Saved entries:
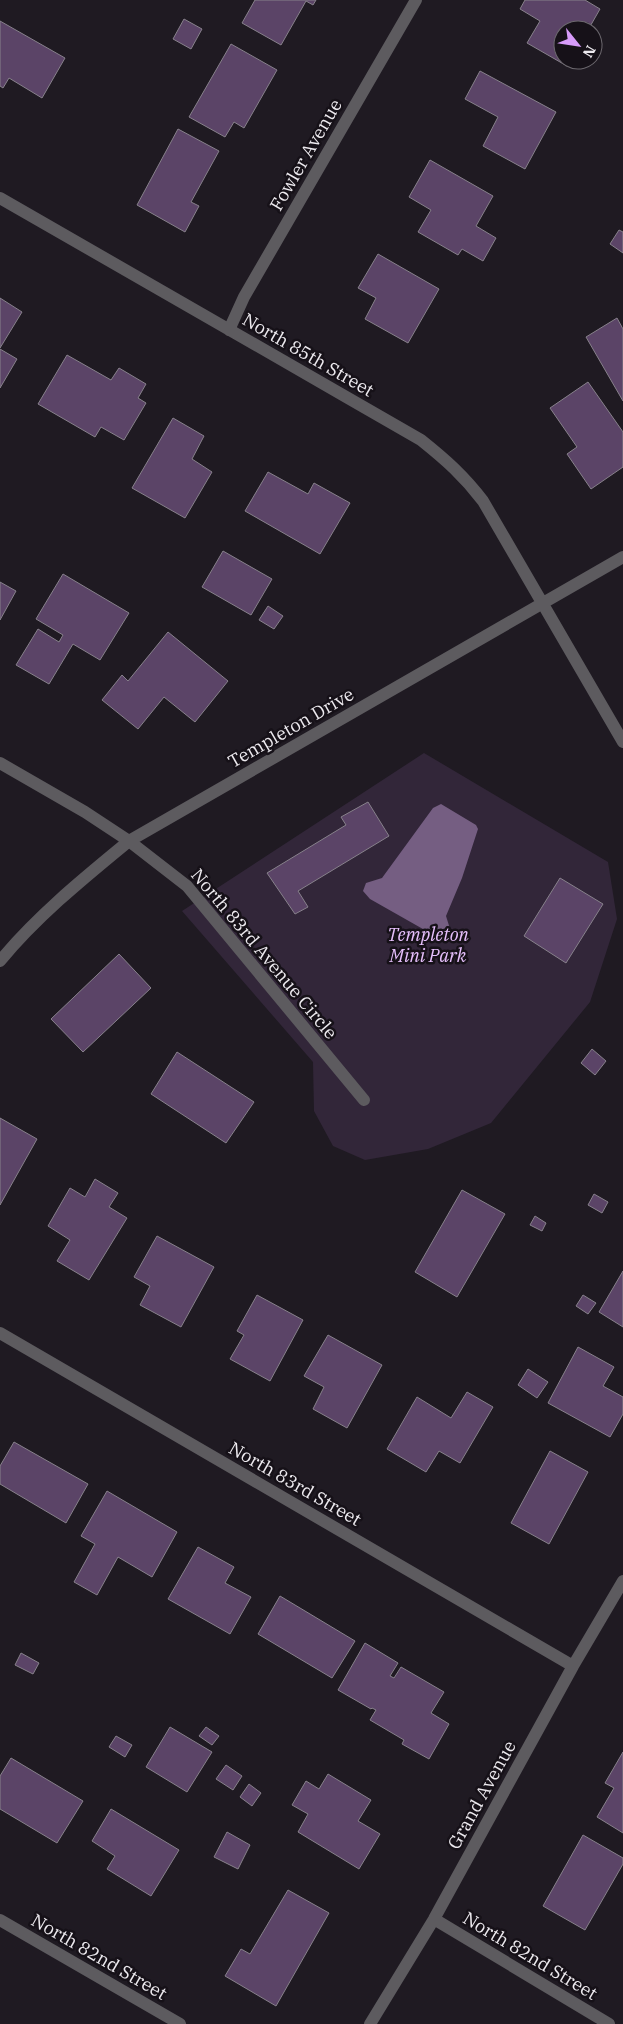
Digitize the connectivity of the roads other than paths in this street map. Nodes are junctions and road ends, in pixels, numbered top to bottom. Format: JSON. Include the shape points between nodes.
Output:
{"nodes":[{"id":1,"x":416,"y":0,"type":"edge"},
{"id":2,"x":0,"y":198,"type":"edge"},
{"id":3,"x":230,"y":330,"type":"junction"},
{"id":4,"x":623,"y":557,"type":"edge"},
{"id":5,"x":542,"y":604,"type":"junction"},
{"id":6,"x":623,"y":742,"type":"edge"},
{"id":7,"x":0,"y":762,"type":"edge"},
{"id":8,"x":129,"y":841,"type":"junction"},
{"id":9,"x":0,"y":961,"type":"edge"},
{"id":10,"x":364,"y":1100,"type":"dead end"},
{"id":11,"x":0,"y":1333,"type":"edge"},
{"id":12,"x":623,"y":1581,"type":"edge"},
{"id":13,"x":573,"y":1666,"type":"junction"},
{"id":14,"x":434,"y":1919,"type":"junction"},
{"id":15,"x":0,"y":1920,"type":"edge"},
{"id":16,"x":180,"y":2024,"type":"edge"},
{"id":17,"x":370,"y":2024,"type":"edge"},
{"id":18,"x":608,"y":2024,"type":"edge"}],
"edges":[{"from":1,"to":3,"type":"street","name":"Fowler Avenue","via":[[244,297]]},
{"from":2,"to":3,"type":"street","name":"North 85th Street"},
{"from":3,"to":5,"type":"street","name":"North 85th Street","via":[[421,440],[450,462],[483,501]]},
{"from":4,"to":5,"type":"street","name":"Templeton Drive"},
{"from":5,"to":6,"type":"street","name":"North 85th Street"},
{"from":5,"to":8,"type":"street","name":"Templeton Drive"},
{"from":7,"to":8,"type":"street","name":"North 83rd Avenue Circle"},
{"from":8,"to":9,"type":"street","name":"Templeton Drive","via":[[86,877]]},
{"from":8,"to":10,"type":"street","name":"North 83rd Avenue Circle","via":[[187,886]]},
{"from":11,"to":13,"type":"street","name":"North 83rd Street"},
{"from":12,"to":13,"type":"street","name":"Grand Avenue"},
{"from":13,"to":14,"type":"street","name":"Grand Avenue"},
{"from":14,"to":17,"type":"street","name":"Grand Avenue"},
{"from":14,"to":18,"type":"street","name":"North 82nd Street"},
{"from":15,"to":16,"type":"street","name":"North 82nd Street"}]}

* Exercise instructions *
Reproduce each entry exactly as written, but leave out the images.

* Result of the exercise *
Digitize the connectivity of the roads other than paths in this street map. Nodes are junctions and road ends, in pixels, numbered top to bottom. Format: JSON. Include the shape points between nodes.
Output:
{"nodes":[{"id":1,"x":416,"y":0,"type":"edge"},
{"id":2,"x":0,"y":198,"type":"edge"},
{"id":3,"x":230,"y":330,"type":"junction"},
{"id":4,"x":623,"y":557,"type":"edge"},
{"id":5,"x":542,"y":604,"type":"junction"},
{"id":6,"x":623,"y":742,"type":"edge"},
{"id":7,"x":0,"y":762,"type":"edge"},
{"id":8,"x":129,"y":841,"type":"junction"},
{"id":9,"x":0,"y":961,"type":"edge"},
{"id":10,"x":364,"y":1100,"type":"dead end"},
{"id":11,"x":0,"y":1333,"type":"edge"},
{"id":12,"x":623,"y":1581,"type":"edge"},
{"id":13,"x":573,"y":1666,"type":"junction"},
{"id":14,"x":434,"y":1919,"type":"junction"},
{"id":15,"x":0,"y":1920,"type":"edge"},
{"id":16,"x":180,"y":2024,"type":"edge"},
{"id":17,"x":370,"y":2024,"type":"edge"},
{"id":18,"x":608,"y":2024,"type":"edge"}],
"edges":[{"from":1,"to":3,"type":"street","name":"Fowler Avenue","via":[[244,297]]},
{"from":2,"to":3,"type":"street","name":"North 85th Street"},
{"from":3,"to":5,"type":"street","name":"North 85th Street","via":[[421,440],[450,462],[483,501]]},
{"from":4,"to":5,"type":"street","name":"Templeton Drive"},
{"from":5,"to":6,"type":"street","name":"North 85th Street"},
{"from":5,"to":8,"type":"street","name":"Templeton Drive"},
{"from":7,"to":8,"type":"street","name":"North 83rd Avenue Circle"},
{"from":8,"to":9,"type":"street","name":"Templeton Drive","via":[[86,877]]},
{"from":8,"to":10,"type":"street","name":"North 83rd Avenue Circle","via":[[187,886]]},
{"from":11,"to":13,"type":"street","name":"North 83rd Street"},
{"from":12,"to":13,"type":"street","name":"Grand Avenue"},
{"from":13,"to":14,"type":"street","name":"Grand Avenue"},
{"from":14,"to":17,"type":"street","name":"Grand Avenue"},
{"from":14,"to":18,"type":"street","name":"North 82nd Street"},
{"from":15,"to":16,"type":"street","name":"North 82nd Street"}]}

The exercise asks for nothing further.